Homework is the bane of many people’s lives.

  • Teachers hate setting it, let alone marking it
  • Students hate doing it
  • Parents hate ensuring it done (and trying to work out what it is that the teacher really wants)

So why do we bother? Let’s have a look.

 


Homework or No Homework

Most schools require teachers to set HW. But is it a good idea?

The Case Against

Students have worked all day and often want to other things after school. Their families would also like to spend time with them. But instead, they are frequently called to play the role of enforcer – ensuring that their children’s homework is done.

The Case For

Practicing and reviewing past work is a powerful way to enhance learning. And, reviews of research show that it has a positive effect on students’ learning. However, the impact is moderate. And the impact is smaller for younger students.

homework impact diagram
Research on the Impact (Effect Size) of HW on Student Learning


Types of Homework: They Are Not All Equal

Homework includes any tasks that you give your students that they must do beyond normal school hours.

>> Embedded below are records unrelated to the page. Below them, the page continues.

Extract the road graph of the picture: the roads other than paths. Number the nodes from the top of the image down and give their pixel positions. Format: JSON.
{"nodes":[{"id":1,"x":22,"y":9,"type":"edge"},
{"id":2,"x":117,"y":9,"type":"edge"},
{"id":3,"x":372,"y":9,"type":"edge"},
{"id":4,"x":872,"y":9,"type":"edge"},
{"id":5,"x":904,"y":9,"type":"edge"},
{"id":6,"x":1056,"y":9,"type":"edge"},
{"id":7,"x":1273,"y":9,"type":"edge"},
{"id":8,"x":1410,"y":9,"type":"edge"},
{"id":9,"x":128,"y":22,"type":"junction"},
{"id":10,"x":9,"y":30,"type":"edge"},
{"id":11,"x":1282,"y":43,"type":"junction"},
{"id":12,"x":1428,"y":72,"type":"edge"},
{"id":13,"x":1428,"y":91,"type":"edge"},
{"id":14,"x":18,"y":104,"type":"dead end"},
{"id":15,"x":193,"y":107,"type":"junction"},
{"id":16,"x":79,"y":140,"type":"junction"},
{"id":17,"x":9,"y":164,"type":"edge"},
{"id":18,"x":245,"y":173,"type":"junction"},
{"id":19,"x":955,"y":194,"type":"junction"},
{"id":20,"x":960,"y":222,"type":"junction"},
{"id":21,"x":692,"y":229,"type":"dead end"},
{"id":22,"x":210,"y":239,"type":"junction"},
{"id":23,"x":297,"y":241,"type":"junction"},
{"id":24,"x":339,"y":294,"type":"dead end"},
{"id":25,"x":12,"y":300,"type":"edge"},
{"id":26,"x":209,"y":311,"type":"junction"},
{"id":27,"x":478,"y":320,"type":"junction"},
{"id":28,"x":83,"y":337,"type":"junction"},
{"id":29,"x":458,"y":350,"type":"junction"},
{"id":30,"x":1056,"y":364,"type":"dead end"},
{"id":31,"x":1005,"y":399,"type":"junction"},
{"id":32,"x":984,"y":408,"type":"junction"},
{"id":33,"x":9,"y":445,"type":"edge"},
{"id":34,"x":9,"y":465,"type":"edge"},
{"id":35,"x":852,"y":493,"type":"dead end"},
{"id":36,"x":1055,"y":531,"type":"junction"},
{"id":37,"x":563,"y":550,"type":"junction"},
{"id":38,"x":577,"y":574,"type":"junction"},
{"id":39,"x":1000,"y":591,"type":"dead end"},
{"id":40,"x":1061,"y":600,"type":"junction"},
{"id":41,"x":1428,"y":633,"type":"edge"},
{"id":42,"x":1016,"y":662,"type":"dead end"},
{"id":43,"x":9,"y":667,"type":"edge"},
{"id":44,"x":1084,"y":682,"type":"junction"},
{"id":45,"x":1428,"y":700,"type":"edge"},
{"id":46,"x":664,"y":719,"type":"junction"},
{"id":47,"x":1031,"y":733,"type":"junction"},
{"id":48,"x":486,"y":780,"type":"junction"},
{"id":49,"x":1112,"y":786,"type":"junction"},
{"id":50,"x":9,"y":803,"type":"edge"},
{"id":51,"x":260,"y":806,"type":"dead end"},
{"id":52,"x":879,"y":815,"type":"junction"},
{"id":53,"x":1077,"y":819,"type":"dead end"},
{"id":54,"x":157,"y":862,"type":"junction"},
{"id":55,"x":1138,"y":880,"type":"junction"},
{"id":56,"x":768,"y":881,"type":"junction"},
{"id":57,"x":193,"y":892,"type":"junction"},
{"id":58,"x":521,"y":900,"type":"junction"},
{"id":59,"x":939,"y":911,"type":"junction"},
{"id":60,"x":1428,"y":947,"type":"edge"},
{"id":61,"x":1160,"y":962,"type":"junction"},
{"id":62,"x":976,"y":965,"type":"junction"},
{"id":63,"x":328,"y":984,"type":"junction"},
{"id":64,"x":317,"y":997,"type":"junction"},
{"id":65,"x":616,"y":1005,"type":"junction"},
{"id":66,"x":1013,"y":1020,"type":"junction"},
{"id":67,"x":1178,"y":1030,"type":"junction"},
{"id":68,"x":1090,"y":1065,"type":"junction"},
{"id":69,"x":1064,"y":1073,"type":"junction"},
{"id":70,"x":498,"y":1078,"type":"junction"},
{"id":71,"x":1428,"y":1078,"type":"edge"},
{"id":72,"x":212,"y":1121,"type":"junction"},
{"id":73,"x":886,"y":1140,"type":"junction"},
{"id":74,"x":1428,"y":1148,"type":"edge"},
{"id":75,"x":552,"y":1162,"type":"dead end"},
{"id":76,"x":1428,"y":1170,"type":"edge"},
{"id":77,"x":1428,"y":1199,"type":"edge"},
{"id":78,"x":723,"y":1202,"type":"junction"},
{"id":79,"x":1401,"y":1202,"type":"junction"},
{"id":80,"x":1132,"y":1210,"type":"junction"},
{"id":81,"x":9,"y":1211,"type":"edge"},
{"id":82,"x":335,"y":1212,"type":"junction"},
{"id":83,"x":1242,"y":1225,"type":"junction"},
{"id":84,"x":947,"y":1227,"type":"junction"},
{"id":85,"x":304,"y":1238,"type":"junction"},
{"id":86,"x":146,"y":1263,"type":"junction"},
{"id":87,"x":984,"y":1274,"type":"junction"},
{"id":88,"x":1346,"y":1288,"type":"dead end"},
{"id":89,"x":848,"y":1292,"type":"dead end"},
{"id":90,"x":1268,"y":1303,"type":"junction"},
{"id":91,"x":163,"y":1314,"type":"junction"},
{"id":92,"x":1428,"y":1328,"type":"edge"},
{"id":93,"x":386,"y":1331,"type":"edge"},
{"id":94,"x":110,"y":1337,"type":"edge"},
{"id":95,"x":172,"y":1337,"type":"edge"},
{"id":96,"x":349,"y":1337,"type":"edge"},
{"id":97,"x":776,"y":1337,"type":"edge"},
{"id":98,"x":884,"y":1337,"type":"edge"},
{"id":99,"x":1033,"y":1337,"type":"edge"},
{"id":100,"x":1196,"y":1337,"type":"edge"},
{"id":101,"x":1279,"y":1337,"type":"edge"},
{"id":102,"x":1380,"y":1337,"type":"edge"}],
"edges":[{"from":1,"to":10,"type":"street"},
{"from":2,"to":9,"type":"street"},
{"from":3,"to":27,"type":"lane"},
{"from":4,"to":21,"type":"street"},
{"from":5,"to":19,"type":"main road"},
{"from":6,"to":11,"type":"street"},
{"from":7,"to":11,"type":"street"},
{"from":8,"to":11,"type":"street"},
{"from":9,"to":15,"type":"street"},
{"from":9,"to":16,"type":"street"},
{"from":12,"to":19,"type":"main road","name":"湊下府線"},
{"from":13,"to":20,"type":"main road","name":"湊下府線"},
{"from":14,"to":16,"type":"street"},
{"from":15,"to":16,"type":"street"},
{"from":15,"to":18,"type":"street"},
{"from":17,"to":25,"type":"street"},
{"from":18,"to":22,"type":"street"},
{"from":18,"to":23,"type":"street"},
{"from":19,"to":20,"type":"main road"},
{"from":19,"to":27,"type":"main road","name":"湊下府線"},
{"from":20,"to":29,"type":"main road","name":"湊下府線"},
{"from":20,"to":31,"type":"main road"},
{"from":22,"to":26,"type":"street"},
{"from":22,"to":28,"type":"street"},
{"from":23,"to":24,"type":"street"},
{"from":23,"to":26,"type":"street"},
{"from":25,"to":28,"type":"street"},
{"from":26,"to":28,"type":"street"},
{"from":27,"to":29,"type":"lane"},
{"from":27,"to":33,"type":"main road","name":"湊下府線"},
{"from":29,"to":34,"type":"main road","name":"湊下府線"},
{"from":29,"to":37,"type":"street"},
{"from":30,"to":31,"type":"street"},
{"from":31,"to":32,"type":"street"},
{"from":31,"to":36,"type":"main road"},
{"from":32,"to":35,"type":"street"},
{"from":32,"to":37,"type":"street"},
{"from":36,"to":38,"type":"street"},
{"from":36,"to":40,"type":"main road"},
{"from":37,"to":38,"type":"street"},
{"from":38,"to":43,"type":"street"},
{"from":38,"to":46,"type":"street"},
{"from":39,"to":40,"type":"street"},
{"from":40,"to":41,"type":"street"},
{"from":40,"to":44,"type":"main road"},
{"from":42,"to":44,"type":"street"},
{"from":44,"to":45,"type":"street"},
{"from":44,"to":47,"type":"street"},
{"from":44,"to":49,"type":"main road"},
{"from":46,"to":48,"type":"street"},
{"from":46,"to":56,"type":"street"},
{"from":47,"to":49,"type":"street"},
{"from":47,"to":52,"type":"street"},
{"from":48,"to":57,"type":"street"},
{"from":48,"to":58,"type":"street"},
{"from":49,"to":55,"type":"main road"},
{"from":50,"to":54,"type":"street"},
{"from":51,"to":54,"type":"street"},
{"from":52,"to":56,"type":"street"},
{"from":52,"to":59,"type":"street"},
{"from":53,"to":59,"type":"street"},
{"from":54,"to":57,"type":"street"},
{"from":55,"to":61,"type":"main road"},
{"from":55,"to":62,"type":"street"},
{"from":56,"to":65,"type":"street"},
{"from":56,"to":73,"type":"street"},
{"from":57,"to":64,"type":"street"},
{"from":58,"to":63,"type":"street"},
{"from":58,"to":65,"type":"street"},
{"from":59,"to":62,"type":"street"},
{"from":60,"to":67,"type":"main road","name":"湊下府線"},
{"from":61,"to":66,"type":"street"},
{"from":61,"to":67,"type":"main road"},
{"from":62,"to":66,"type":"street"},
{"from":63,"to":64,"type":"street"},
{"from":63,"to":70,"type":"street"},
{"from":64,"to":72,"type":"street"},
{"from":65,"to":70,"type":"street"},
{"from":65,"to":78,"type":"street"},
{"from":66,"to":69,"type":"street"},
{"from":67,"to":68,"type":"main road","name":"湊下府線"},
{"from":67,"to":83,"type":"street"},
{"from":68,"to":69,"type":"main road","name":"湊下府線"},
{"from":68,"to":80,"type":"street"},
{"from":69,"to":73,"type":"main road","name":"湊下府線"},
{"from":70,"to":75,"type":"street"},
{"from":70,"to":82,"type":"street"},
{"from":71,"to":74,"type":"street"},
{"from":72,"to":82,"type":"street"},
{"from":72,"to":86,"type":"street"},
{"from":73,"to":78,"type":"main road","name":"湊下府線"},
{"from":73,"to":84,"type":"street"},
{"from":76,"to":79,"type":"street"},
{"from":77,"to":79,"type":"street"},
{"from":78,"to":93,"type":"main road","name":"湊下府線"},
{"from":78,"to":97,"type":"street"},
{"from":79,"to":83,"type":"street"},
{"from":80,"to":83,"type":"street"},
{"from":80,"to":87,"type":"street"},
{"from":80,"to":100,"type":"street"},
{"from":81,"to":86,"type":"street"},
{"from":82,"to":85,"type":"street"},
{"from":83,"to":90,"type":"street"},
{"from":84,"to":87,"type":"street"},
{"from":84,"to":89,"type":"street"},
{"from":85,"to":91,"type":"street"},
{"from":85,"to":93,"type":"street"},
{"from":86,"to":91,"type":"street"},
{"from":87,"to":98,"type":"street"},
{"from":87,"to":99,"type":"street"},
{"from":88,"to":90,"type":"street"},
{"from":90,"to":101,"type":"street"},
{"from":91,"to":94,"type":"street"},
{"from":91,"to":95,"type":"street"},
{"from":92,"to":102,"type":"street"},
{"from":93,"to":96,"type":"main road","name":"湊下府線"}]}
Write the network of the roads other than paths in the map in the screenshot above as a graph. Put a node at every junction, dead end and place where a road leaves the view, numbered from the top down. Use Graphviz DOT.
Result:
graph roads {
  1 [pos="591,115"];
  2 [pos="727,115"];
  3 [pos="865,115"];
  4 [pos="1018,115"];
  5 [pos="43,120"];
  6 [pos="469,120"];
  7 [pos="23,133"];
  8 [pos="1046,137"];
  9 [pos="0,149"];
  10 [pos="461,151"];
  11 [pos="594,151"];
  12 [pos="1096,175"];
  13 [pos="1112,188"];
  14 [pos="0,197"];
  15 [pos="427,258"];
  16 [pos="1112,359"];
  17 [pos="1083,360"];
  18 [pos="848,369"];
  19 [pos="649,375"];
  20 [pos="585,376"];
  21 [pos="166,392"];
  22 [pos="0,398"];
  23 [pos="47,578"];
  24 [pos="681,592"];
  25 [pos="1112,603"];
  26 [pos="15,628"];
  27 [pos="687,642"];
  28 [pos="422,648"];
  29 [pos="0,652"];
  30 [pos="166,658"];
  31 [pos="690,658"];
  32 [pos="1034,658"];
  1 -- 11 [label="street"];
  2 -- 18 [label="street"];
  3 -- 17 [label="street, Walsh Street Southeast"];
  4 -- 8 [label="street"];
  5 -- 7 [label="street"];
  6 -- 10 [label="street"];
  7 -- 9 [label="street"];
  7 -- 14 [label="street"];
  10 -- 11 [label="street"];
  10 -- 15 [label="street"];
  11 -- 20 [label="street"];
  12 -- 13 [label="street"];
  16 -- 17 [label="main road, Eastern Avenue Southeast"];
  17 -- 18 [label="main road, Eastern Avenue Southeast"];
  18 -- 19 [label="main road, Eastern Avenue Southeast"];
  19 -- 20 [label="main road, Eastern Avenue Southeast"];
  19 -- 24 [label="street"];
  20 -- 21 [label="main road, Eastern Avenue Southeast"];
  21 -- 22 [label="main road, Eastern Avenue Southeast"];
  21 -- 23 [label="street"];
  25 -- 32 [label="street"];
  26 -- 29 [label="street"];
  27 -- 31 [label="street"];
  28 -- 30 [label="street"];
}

Some common types of homework:

  • Reading to their parent
  • Finishing work not done in class
  • Commercial homework sheets
  • Reviewing content and practising skills covered earlier
  • Doing some advance preparation for tomorrow’s lessons
  • School projects and assignments

However, not all of these tasks are equal.

  • The research offers no support for commercial HW sheets often used by primary school teachers.
  • There was no added benefit from individualizing HW (e.g. for struggling or gifted students), but such efforts created extra work for teachers.

Rather:

  • HW is more effective when it involves students revising content or practising skills they have previously learned in the classroom – including content and skills covered earlier than that day. Once familiar with them, students can use high-impact learning strategies to do this.
  • Research also revealed that HW can be effective when it involves students in preparing themselves for a lesson the next day.
  • Homework had the same positive impact on students with learning difficulties.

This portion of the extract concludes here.